Sebenarnya saya tidak terlalu peduli dengan urusan "Hukum Segitiga Perkeretaapian" itu. Intinya
bagaimana supaya masyarakat tidak dirugikan dalam menggunakan kereta api. Itu saja.
Gmn supaya bisa tepat waktu, gmn supaya tidak banyak guncangan, smua itu ada solusinya, dan
tentu saja kita tidak menyalahkan semua mulai dari Kemenhub, PT KA, dll. Karena mereka sudah
bekerja keras. Tetapi realisasinya belum bisa kita rasakan karena masih dalam proses pembangunan.
Reply
#4
maaf kalo banyak OOT

selain perhatian besar dari Pemerintah.... PT KA sendiri juga jangan hanya bisa mencari faktor2 external penyebab ketidak majuan mereka... PT KA juga harus berkaca pada pola manajemen internalnnya... dah bener belom... selain itu harus melakukan perbaikan manajerial dari dalam... sukur2 bisa mewujudkan manajemen profesional dalam perusahaan jasa... yakni dengan spirit memberikan pelayanan terbaik kepada konsumen... maka dengan adanya loyalitas konsumen berdasarkan kepuasan atas layanan kereta api... maka profit akan datang sebagai konsekuensi logis.....

dalam hal PLH ini juga saya lihat adanya pola pikir insan perkeretaapian yg hanya bekerja setengah hati... yang artinya asal jalan aja... tidak melakukan pekerjaan dengan sungguh2 dengan impian adalah meraih kesempurnaan dalam kerja... sebagai contoh.... penggantian lampu KA eksekutif dengan lampu LED... jelas itu hanya agar lebih mudah diganti kalo rusak... tanpa memperhgitungkan kenyamanan penumpang KA eksekutif malam hari yg merasa silau dengan lampu led tersebut, selanjutnya...pelayanan KA eksekutif yg makin lama makin memburuk...padahal harganya udah fifty-fifty ma motor mabur..... nah dari yg kecil2 aja udah setengah hati..apalagi kerjaan yg besar ya..maka kadang saya berpikir kalo perbaikan sarana KA tersebut juga mungkin dibuat asal sarana bisa beroperasi n mendatangkan profit aja...tanpa ada pekerjaan secara sungguh2 untuk menghindarkan segala potensi kejadian terburuk yg mungkin akan dihadapi (mohon maaf kalo kesannya su'udzonNgeledek)
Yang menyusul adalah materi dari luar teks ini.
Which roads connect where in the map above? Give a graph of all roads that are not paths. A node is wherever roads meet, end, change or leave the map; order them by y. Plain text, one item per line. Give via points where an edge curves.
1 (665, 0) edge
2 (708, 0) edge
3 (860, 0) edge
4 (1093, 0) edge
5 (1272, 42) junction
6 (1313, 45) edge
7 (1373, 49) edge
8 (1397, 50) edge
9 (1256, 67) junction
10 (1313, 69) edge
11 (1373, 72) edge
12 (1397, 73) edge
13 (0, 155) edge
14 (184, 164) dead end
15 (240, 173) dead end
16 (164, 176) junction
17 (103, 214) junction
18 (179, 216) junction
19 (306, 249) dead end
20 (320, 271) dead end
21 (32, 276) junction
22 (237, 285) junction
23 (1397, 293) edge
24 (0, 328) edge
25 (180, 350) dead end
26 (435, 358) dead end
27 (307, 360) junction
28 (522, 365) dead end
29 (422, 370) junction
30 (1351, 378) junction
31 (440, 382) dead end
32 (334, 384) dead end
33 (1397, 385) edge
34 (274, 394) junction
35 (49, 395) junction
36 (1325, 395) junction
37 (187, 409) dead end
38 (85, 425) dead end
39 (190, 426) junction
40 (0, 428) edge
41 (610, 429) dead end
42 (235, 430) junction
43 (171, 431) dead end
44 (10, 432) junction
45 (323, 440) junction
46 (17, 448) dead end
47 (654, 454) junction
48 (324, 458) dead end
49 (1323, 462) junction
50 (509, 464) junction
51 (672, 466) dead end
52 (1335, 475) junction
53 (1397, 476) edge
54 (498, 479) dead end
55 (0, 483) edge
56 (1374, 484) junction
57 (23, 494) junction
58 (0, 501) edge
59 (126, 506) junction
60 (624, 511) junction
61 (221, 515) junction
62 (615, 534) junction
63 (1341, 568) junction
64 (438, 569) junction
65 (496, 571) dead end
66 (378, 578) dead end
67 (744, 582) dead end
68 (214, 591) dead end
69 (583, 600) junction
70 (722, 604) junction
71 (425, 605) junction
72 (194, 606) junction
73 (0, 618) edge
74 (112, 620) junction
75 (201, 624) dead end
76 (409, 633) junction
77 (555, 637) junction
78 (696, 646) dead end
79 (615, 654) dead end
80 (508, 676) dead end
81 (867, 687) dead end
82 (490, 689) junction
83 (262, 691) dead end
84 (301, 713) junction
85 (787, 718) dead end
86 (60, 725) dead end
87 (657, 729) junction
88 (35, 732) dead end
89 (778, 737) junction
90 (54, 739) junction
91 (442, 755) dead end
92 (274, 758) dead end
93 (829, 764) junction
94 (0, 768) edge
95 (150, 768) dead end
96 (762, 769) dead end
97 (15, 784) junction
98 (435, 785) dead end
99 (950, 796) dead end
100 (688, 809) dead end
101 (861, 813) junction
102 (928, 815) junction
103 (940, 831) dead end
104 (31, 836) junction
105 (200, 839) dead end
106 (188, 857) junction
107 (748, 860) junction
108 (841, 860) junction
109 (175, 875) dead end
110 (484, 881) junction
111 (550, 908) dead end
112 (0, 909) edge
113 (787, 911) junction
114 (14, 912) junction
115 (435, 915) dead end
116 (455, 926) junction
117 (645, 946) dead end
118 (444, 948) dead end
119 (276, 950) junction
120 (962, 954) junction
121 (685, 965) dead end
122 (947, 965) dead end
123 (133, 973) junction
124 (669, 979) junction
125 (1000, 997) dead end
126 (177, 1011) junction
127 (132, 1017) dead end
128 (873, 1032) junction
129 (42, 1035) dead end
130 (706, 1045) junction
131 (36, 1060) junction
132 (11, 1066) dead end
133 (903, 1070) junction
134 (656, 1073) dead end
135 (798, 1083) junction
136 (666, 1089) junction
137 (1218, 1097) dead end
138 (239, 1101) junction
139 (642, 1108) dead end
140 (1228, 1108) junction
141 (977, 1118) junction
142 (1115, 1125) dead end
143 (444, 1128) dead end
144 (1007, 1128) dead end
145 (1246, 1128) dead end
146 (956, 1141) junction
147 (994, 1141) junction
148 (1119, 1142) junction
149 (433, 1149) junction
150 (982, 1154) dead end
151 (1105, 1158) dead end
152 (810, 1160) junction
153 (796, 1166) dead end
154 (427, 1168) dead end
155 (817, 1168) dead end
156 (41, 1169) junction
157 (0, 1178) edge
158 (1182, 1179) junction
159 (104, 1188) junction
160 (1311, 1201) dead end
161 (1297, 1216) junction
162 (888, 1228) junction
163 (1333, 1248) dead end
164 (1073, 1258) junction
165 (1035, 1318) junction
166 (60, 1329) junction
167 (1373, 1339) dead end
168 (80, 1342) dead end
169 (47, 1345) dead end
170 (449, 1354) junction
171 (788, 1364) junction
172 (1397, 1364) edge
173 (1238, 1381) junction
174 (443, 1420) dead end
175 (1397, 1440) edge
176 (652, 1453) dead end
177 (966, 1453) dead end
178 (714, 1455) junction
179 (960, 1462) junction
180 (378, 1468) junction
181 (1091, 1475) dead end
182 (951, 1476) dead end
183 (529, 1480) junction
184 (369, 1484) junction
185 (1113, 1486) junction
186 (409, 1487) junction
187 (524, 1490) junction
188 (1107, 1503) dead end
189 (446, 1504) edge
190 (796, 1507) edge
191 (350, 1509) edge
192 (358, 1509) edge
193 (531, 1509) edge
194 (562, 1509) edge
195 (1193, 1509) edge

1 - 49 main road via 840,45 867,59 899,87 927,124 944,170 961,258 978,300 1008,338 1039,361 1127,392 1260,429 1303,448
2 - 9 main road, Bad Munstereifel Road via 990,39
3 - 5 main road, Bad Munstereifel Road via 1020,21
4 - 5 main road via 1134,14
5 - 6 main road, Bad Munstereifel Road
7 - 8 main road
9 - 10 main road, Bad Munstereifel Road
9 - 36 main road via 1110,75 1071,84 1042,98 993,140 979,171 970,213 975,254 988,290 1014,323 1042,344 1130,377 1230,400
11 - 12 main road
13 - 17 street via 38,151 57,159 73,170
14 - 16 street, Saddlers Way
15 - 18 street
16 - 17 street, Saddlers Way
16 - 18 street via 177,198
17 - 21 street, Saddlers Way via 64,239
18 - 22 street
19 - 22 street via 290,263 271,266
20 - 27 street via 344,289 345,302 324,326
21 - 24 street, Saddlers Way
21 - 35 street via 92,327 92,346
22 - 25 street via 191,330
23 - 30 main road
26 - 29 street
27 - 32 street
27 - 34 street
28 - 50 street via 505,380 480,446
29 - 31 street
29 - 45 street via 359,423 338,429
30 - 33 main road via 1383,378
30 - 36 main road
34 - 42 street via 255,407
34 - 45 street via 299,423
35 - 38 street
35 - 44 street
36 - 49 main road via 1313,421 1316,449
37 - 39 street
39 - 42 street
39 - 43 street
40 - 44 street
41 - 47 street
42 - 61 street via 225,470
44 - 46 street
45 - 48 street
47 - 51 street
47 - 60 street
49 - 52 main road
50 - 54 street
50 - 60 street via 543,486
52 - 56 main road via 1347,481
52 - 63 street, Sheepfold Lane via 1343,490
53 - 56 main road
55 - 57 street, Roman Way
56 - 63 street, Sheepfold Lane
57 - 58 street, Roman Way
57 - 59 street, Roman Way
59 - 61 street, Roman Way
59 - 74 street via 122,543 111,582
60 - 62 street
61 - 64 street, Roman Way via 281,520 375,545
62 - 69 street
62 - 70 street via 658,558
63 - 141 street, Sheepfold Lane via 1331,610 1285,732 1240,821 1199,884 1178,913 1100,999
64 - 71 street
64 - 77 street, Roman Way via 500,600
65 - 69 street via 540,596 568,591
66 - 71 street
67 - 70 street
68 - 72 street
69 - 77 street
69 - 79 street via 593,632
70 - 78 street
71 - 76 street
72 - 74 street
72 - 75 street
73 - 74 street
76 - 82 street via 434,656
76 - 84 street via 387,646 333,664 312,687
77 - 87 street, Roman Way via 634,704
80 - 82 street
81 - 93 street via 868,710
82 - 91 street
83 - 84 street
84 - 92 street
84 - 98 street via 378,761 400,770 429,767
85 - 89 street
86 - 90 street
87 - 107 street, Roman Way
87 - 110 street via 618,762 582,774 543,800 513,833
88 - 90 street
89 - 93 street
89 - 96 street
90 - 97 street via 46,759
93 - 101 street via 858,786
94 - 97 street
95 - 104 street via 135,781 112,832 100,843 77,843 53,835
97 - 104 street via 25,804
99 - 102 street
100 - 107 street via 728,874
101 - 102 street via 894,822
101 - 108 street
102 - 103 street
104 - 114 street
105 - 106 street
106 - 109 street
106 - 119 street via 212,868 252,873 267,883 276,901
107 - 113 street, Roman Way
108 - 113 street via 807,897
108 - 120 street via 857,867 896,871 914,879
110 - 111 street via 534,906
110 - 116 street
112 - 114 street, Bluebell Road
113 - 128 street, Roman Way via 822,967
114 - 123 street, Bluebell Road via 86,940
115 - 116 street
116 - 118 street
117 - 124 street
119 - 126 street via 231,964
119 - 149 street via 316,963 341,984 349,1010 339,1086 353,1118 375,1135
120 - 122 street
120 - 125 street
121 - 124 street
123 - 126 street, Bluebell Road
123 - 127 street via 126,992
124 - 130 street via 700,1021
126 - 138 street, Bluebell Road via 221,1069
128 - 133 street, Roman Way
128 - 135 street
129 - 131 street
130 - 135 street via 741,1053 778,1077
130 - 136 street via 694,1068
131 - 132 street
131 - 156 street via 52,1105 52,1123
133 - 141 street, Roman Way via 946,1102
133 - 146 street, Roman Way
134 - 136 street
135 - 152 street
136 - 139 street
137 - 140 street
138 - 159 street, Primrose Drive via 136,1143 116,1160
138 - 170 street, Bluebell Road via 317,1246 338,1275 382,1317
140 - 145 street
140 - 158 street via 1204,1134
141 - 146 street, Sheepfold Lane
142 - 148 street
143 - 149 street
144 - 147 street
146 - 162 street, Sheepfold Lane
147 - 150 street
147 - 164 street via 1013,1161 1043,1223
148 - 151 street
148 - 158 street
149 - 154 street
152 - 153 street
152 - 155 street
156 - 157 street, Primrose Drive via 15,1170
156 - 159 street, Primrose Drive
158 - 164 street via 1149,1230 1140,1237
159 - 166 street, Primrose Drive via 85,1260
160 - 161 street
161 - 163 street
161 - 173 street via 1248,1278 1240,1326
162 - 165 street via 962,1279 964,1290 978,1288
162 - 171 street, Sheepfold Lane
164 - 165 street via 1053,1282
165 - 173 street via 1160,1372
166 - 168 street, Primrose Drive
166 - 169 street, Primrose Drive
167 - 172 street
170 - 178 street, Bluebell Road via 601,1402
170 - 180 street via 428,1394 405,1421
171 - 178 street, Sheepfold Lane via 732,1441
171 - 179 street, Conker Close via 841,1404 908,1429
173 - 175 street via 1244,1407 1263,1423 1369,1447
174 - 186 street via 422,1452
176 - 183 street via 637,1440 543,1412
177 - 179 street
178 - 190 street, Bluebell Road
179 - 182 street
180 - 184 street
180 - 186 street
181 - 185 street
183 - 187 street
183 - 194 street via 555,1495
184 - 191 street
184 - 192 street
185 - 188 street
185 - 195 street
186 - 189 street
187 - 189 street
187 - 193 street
jadi...saya pikir berbagai PLH tersebut memang terjadi karena kompleksnya persoalan perkeretaapian kita, disatu sisi Pemerintah belum total mendukung kereta api...tapi di sisi lain PT KA sendiri yg terkesan tidak bekerja sepenuh hati demi memberikan yg terbaik untuk konsumen... jadi hanya sekedar untung ajah....

sebuah pertanyaan besar...kenapa PT KA tidak berbenah secara internal juga mulai sekarang......kenapa selalu dan selalu mencari kambing hitam atas segala ketidak beresan manajemen mereka????? kenapa tidak berinovasi seperti perusahaan lain (bahkan BUMN lain)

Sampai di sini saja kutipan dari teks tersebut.